Requirement — Calculate how many lines in the following records hold the word "image", and report that number without comment.

Input records —

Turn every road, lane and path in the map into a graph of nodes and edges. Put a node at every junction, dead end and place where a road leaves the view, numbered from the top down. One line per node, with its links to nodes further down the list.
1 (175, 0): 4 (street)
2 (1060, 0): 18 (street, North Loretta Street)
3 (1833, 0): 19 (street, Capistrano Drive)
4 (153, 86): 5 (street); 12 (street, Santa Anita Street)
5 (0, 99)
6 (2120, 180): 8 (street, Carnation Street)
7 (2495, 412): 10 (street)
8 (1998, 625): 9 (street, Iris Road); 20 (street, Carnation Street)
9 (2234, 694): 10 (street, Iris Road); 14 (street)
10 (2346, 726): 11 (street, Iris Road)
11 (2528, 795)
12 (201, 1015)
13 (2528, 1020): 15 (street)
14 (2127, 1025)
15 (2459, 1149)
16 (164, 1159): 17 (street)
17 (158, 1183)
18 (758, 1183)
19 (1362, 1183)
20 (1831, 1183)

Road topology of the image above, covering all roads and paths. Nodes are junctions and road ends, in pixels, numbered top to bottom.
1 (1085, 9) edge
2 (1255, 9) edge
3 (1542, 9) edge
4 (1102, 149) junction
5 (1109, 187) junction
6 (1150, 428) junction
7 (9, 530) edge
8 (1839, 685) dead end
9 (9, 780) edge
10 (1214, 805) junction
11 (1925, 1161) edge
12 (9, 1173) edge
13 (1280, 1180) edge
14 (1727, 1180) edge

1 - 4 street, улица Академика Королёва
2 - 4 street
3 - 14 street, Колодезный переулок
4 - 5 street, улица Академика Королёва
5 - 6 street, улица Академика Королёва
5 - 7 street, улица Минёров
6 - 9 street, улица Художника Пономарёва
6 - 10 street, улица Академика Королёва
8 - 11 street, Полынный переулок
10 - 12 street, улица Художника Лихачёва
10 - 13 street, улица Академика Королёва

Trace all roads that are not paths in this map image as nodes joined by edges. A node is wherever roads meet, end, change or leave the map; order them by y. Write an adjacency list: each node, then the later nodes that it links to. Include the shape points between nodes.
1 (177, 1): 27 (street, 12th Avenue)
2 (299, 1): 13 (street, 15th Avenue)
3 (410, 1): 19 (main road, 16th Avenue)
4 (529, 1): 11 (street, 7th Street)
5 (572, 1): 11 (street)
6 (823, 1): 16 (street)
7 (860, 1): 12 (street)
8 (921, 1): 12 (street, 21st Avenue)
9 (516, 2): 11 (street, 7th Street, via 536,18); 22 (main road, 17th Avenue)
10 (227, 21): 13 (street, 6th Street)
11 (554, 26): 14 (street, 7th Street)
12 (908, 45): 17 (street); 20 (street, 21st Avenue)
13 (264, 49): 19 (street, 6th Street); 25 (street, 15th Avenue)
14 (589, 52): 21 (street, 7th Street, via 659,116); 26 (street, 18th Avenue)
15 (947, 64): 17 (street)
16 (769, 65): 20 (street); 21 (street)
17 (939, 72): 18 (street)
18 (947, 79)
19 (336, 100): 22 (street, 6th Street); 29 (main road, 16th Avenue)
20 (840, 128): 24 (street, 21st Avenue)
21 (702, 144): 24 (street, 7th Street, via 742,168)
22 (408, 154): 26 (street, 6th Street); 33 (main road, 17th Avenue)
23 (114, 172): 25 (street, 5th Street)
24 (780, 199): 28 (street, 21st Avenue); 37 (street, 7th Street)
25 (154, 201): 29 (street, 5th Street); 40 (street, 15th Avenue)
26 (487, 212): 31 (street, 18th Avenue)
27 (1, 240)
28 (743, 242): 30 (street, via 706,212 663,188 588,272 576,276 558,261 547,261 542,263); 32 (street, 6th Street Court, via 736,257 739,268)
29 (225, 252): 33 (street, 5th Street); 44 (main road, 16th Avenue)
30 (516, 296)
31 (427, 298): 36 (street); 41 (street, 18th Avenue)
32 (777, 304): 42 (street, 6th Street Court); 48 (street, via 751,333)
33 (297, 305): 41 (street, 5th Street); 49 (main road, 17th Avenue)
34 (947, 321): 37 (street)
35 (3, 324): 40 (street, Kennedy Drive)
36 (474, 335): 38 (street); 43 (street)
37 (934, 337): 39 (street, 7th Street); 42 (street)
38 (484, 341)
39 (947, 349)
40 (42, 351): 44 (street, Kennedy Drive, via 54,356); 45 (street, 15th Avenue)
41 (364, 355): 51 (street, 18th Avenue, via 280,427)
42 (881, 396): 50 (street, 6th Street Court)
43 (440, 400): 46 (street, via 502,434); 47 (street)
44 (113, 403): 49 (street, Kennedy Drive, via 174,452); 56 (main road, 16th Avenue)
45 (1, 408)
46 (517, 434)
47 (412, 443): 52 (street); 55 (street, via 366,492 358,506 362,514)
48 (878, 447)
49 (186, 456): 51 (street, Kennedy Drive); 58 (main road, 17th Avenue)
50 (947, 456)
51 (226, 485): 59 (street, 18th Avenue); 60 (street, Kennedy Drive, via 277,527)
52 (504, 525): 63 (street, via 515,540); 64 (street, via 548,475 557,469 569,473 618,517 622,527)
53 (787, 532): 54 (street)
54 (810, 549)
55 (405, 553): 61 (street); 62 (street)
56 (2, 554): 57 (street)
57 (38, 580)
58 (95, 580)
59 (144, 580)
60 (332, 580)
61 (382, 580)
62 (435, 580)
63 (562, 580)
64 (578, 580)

Result of the exercise — 2